Can LLMs Cook Jamaican Couscous? A Study of Cultural Novelty in Recipe Generation
F. Carichon, R. Rampa, G. Farnadi
TL;DR
This work addresses whether large language models (LLMs) can generate culturally meaningful recipe adaptations beyond dominant cultures. It extends the GlobalFusion framework to create LLMFusion, enabling direct comparison between eight LLMs and human adaptations across 130 countries, using five divergence-based metrics anchored in Jensen–Shannon divergence. The findings show that LLMs produce novelty that weakly tracks cultural distance, exhibit systematic over-divergence, and fail to ground culturally salient elements like ingredients, with cultural information only weakly encoded in internal layers. These results highlight fundamental limitations of current LLMs for culturally oriented generation and underscore the need for artifact-based evaluation and culture-aware model design for sensitive applications.
Abstract
Large Language Models (LLMs) are increasingly used to generate and shape cultural content, ranging from narrative writing to artistic production.
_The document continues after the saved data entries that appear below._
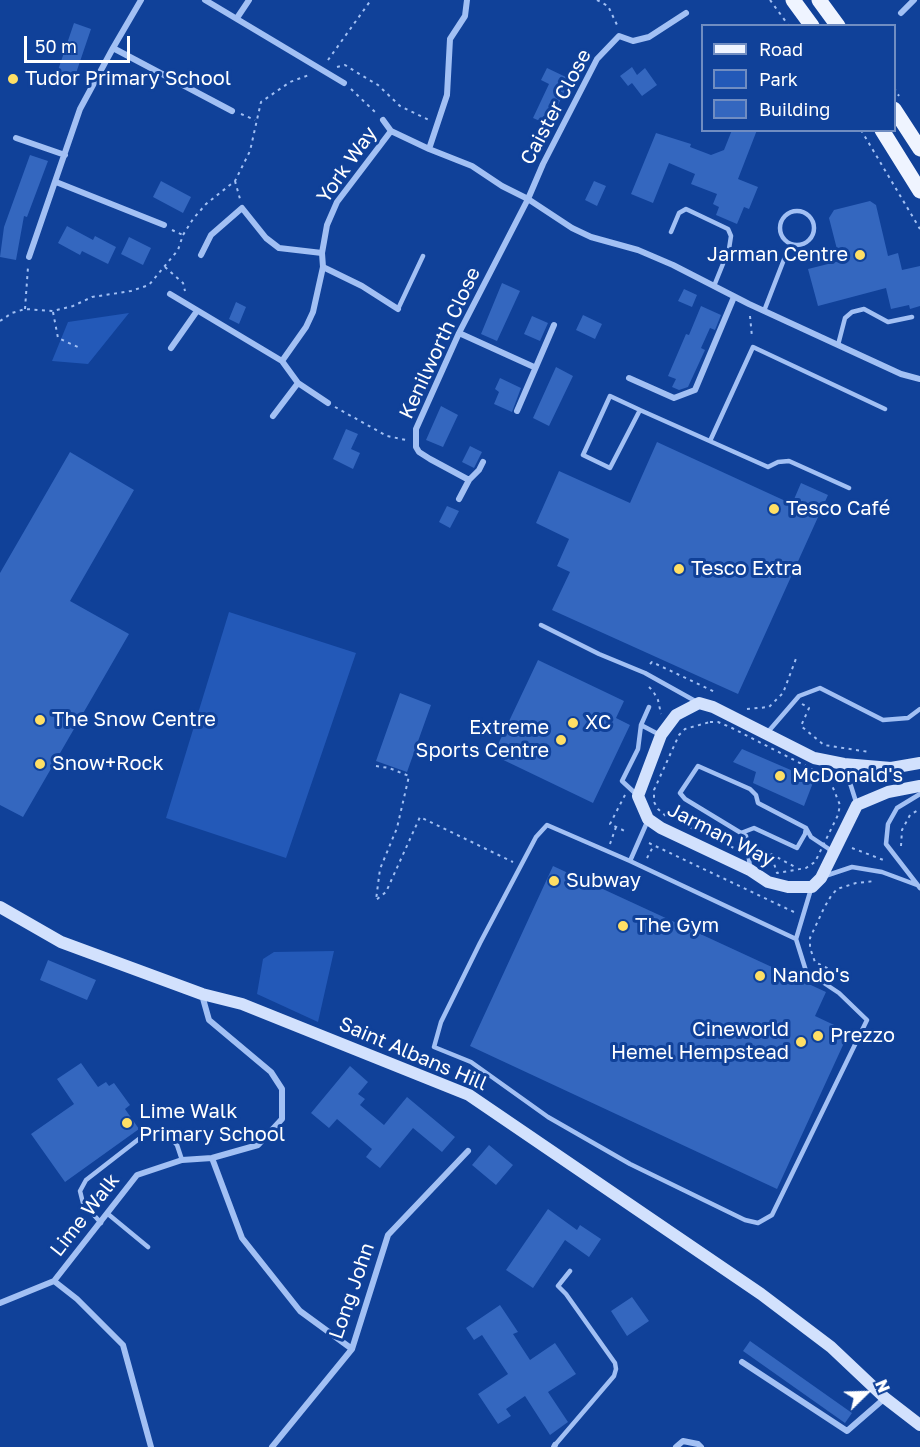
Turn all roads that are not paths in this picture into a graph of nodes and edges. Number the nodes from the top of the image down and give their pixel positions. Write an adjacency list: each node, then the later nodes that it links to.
1 (141, 0): 13 (street)
2 (205, 0): 10 (street)
3 (249, 0): 10 (street)
4 (467, 0): 21 (street)
5 (793, 0): 11 (main road)
6 (819, 0): 12 (main road)
7 (915, 0): 9 (street)
8 (686, 13): 26 (street, Caister Close)
9 (901, 13)
10 (237, 18): 14 (street)
11 (811, 24)
12 (837, 24)
13 (113, 48): 15 (street); 23 (street)
14 (344, 83)
15 (232, 111)
16 (896, 112): 22 (main road)
17 (383, 120): 18 (street)
18 (391, 131): 21 (street, York Way); 30 (street, York Way)
19 (883, 132): 25 (main road)
20 (16, 138): 23 (street)
21 (429, 149): 26 (street, York Way)
22 (920, 149)
23 (65, 155): 24 (street)
24 (56, 182): 27 (street); 32 (street)
25 (920, 191)
26 (528, 199): 35 (street, York Way); 43 (street, Kenilworth Close)
27 (164, 225)
28 (670, 232): 35 (lane)
29 (790, 244): 29 (lane); 40 (lane)
30 (322, 253): 31 (street); 34 (street, York Way)
31 (201, 255)
32 (29, 256)
33 (423, 256): 38 (lane)
34 (323, 267): 38 (street); 46 (street, York Way)
35 (714, 286): 37 (street, York Way)
36 (170, 294): 39 (street)
37 (734, 297): 40 (street, York Way); 48 (street)
38 (398, 309)
39 (197, 311): 45 (street); 46 (street)
40 (764, 311): 44 (street, York Way)
41 (912, 317): 44 (lane)
42 (554, 325): 47 (street)
43 (459, 333): 47 (street); 58 (street, Kenilworth Close)
44 (838, 345): 49 (street, York Way)
45 (171, 348)
46 (282, 361): 50 (street)
47 (534, 367): 54 (street)
48 (629, 378)
49 (920, 379)
50 (298, 383): 51 (street); 55 (street)
51 (328, 403)
52 (885, 409): 56 (lane)
53 (640, 410): 53 (lane); 56 (lane)
54 (517, 411)
55 (273, 416)
56 (710, 441): 59 (lane)
57 (483, 462): 58 (street)
58 (469, 480): 60 (street)
59 (849, 488)
60 (459, 499)
61 (541, 626): 62 (lane)
62 (699, 703): 66 (street); 67 (street)
63 (649, 707): 65 (lane)
64 (920, 709): 66 (lane)
65 (641, 725): 67 (lane); 72 (lane)
66 (767, 733): 68 (street)
67 (661, 735): 72 (street)
68 (844, 764): 69 (street); 73 (lane)
69 (920, 764)
70 (920, 786): 73 (street)
71 (920, 794): 81 (lane)
72 (638, 796): 74 (street, Jarman Way)
73 (857, 805): 77 (street)
74 (648, 819): 78 (lane); 79 (street, Jarman Way)
75 (806, 828): 76 (lane); 76 (lane); 77 (lane)
76 (741, 833): 79 (lane)
77 (831, 857): 80 (street)
78 (630, 861): 84 (lane); 84 (lane)
79 (750, 870): 82 (street, Jarman Way)
80 (821, 878): 81 (lane); 82 (street)
81 (919, 886)
82 (812, 887): 84 (lane)
83 (0, 907): 85 (street, Saint Albans Hill)
84 (796, 939)
85 (202, 994): 87 (street, Lime Walk); 97 (street, Saint Albans Hill)
86 (468, 1151): 95 (street, Long John)
87 (212, 1158): 88 (street, Lime Walk); 95 (street)
88 (182, 1160): 89 (street, Lime Walk); 90 (lane)
89 (108, 1214): 90 (street, Lime Walk); 91 (lane)
90 (101, 1223): 93 (street, Lime Walk)
91 (148, 1247)
92 (570, 1271): 99 (lane)
93 (54, 1281): 94 (street, Lime Walk); 100 (street)
94 (0, 1303)
95 (352, 1349): 101 (street, Long John)
96 (742, 1362): 97 (street)
97 (885, 1398): 98 (street, Saint Albans Hill)
98 (920, 1425)
99 (554, 1446)
100 (151, 1447)
101 (272, 1447)
102 (676, 1447): 103 (street)
103 (701, 1447)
While these models demonstrate impressive fluency and generative capacity, prior work has shown that they also exhibit systematic cultural biases, raising concerns about stereotyping, homogenization, and the erasure of culturally specific forms of expression. Understanding whether LLMs can meaningfully align with diverse cultures beyond the dominant ones remains a critical challenge. In this paper, we study cultural adaptation in LLMs through the lens of cooking recipes, a domain in which culture, tradition, and creativity are tightly intertwined. We build on the \textit{GlobalFusion} dataset, which pairs human recipes from different countries according to established measures of cultural distance. Using the same country pairs, we generate culturally adapted recipes with multiple LLMs, enabling a direct comparison between human and LLM behavior in cross-cultural content creation. Our analysis shows that LLMs fail to produce culturally representative adaptations. Unlike humans, the divergence of their generated recipes does not correlate with cultural distance. We further provide explanations for this gap. We show that cultural information is weakly preserved in internal model representations, that models inflate novelty in their production by misunderstanding notions such as creativity and tradition, and that they fail to identify adaptation with its associated countries and to ground it in culturally salient elements such as ingredients. These findings highlight fundamental limitations of current LLMs for culturally oriented generation and have important implications for their use in culturally sensitive applications.